What to work on =
Write out every record exactly as it appears. Skip the pictures.

+++

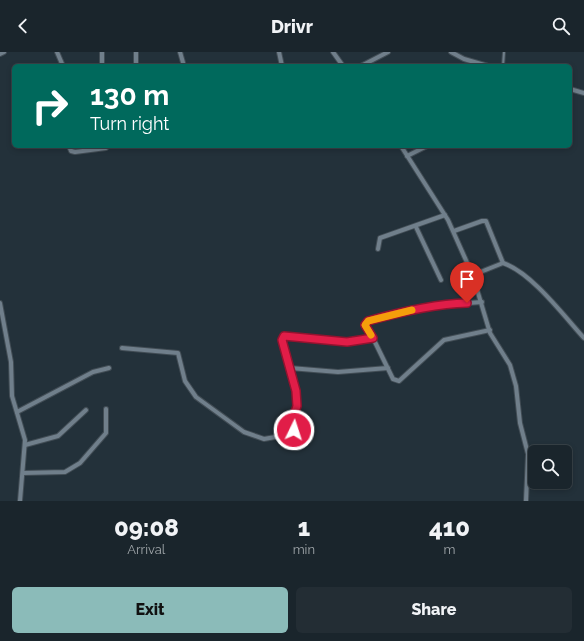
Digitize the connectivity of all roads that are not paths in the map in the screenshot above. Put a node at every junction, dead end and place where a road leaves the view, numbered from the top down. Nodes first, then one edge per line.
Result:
1 (4, 52) edge
2 (57, 52) edge
3 (102, 52) edge
4 (136, 52) edge
5 (180, 52) edge
6 (279, 52) edge
7 (333, 52) edge
8 (388, 52) edge
9 (451, 52) edge
10 (504, 52) edge
11 (0, 54) edge
12 (62, 64) edge
13 (102, 64) edge
14 (136, 64) edge
15 (183, 64) edge
16 (282, 64) edge
17 (342, 64) edge
18 (365, 64) edge
19 (481, 64) edge
20 (503, 64) edge
21 (572, 90) edge
22 (584, 93) edge
23 (70, 148) edge
24 (106, 148) dead end
25 (402, 148) edge
26 (423, 148) edge
27 (407, 156) junction
28 (445, 215) junction
29 (416, 227) junction
30 (454, 231) junction
31 (378, 249) dead end
32 (502, 263) junction
33 (473, 275) junction
34 (441, 280) dead end
35 (482, 302) junction
36 (0, 303) edge
37 (490, 330) junction
38 (373, 338) junction
39 (584, 338) edge
40 (122, 348) dead end
41 (109, 368) dead end
42 (290, 368) junction
43 (388, 368) junction
44 (106, 409) dead end
45 (86, 410) dead end
46 (17, 412) junction
47 (25, 445) junction
48 (23, 473) junction
49 (20, 501) edge
50 (526, 501) edge

1 - 11 street
2 - 12 street
3 - 13 street
4 - 14 street
5 - 15 street
6 - 16 street
7 - 17 street
8 - 18 street
9 - 19 street
10 - 20 lane
21 - 22 street
23 - 24 street
25 - 27 street
26 - 27 street
27 - 28 street
28 - 29 street
28 - 30 street
29 - 31 street
29 - 34 street
30 - 32 street
30 - 33 street
32 - 33 street
32 - 39 street
33 - 35 street
35 - 37 street
35 - 38 street
36 - 46 street
37 - 43 street
37 - 50 street
38 - 42 street
38 - 43 street
40 - 42 street
41 - 46 street
42 - 43 street
44 - 48 street
45 - 47 street
46 - 47 street
47 - 48 street
48 - 49 street

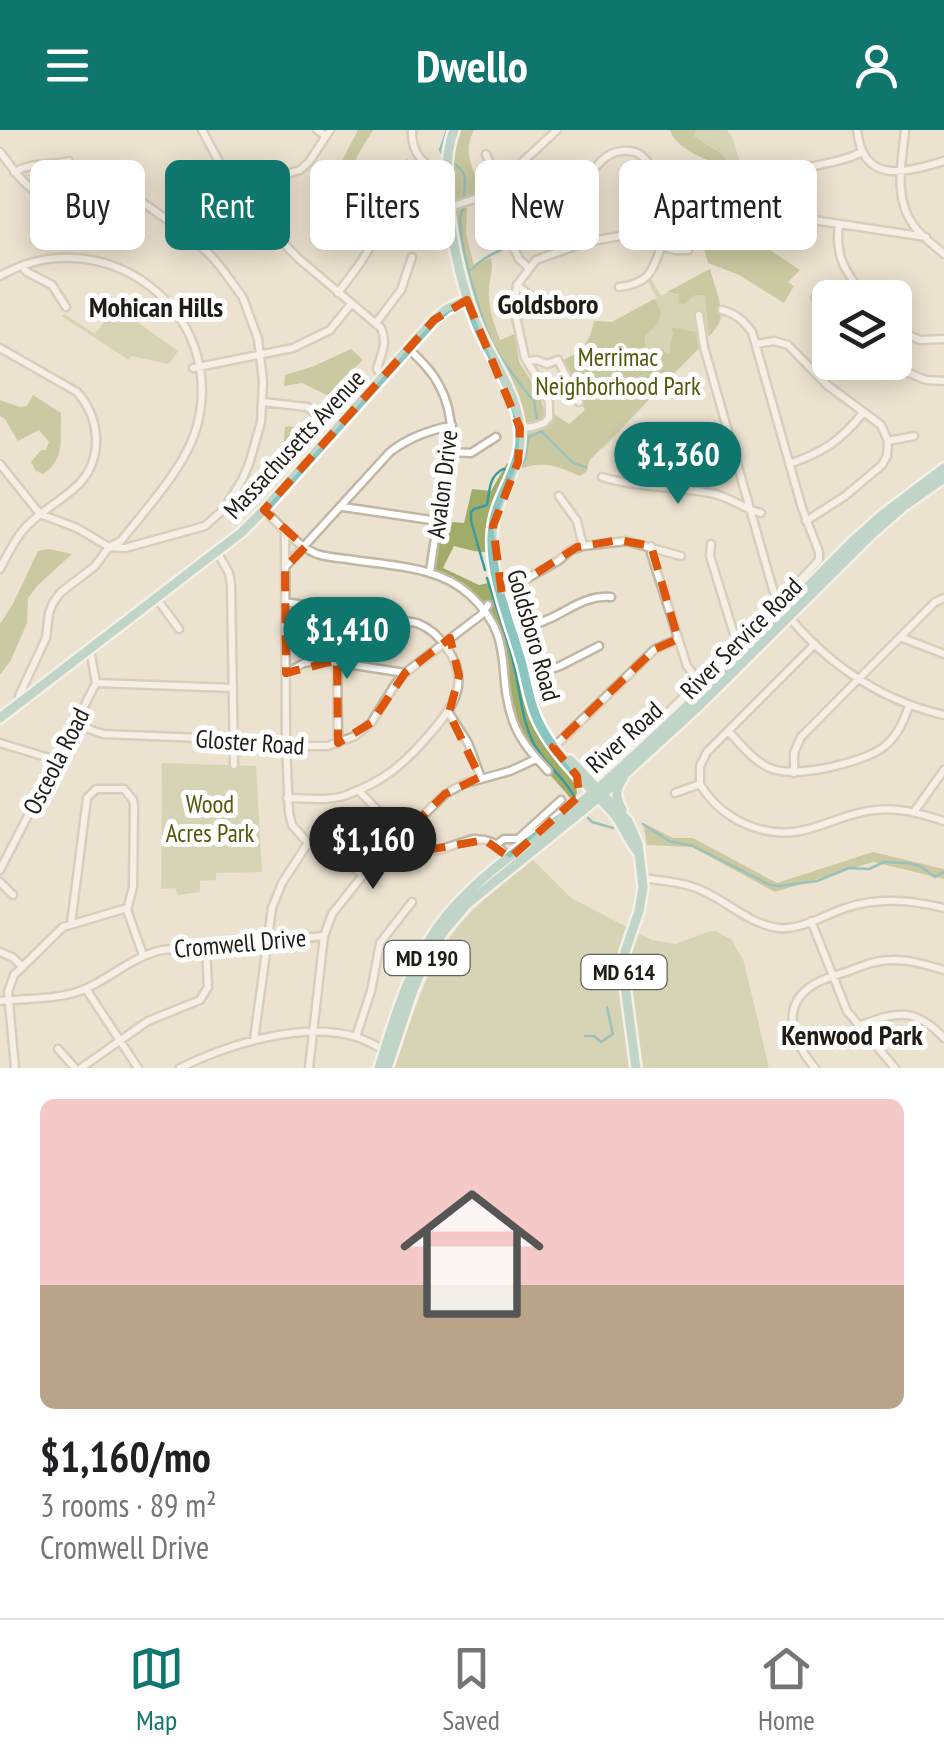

+++

Answer space =
Digitize the connectivity of all roads that are not paths in the map in the screenshot above. Put a node at every junction, dead end and place where a road leaves the view, numbered from the top down. Nodes first, then one edge per line.
Result:
1 (4, 52) edge
2 (57, 52) edge
3 (102, 52) edge
4 (136, 52) edge
5 (180, 52) edge
6 (279, 52) edge
7 (333, 52) edge
8 (388, 52) edge
9 (451, 52) edge
10 (504, 52) edge
11 (0, 54) edge
12 (62, 64) edge
13 (102, 64) edge
14 (136, 64) edge
15 (183, 64) edge
16 (282, 64) edge
17 (342, 64) edge
18 (365, 64) edge
19 (481, 64) edge
20 (503, 64) edge
21 (572, 90) edge
22 (584, 93) edge
23 (70, 148) edge
24 (106, 148) dead end
25 (402, 148) edge
26 (423, 148) edge
27 (407, 156) junction
28 (445, 215) junction
29 (416, 227) junction
30 (454, 231) junction
31 (378, 249) dead end
32 (502, 263) junction
33 (473, 275) junction
34 (441, 280) dead end
35 (482, 302) junction
36 (0, 303) edge
37 (490, 330) junction
38 (373, 338) junction
39 (584, 338) edge
40 (122, 348) dead end
41 (109, 368) dead end
42 (290, 368) junction
43 (388, 368) junction
44 (106, 409) dead end
45 (86, 410) dead end
46 (17, 412) junction
47 (25, 445) junction
48 (23, 473) junction
49 (20, 501) edge
50 (526, 501) edge

1 - 11 street
2 - 12 street
3 - 13 street
4 - 14 street
5 - 15 street
6 - 16 street
7 - 17 street
8 - 18 street
9 - 19 street
10 - 20 lane
21 - 22 street
23 - 24 street
25 - 27 street
26 - 27 street
27 - 28 street
28 - 29 street
28 - 30 street
29 - 31 street
29 - 34 street
30 - 32 street
30 - 33 street
32 - 33 street
32 - 39 street
33 - 35 street
35 - 37 street
35 - 38 street
36 - 46 street
37 - 43 street
37 - 50 street
38 - 42 street
38 - 43 street
40 - 42 street
41 - 46 street
42 - 43 street
44 - 48 street
45 - 47 street
46 - 47 street
47 - 48 street
48 - 49 street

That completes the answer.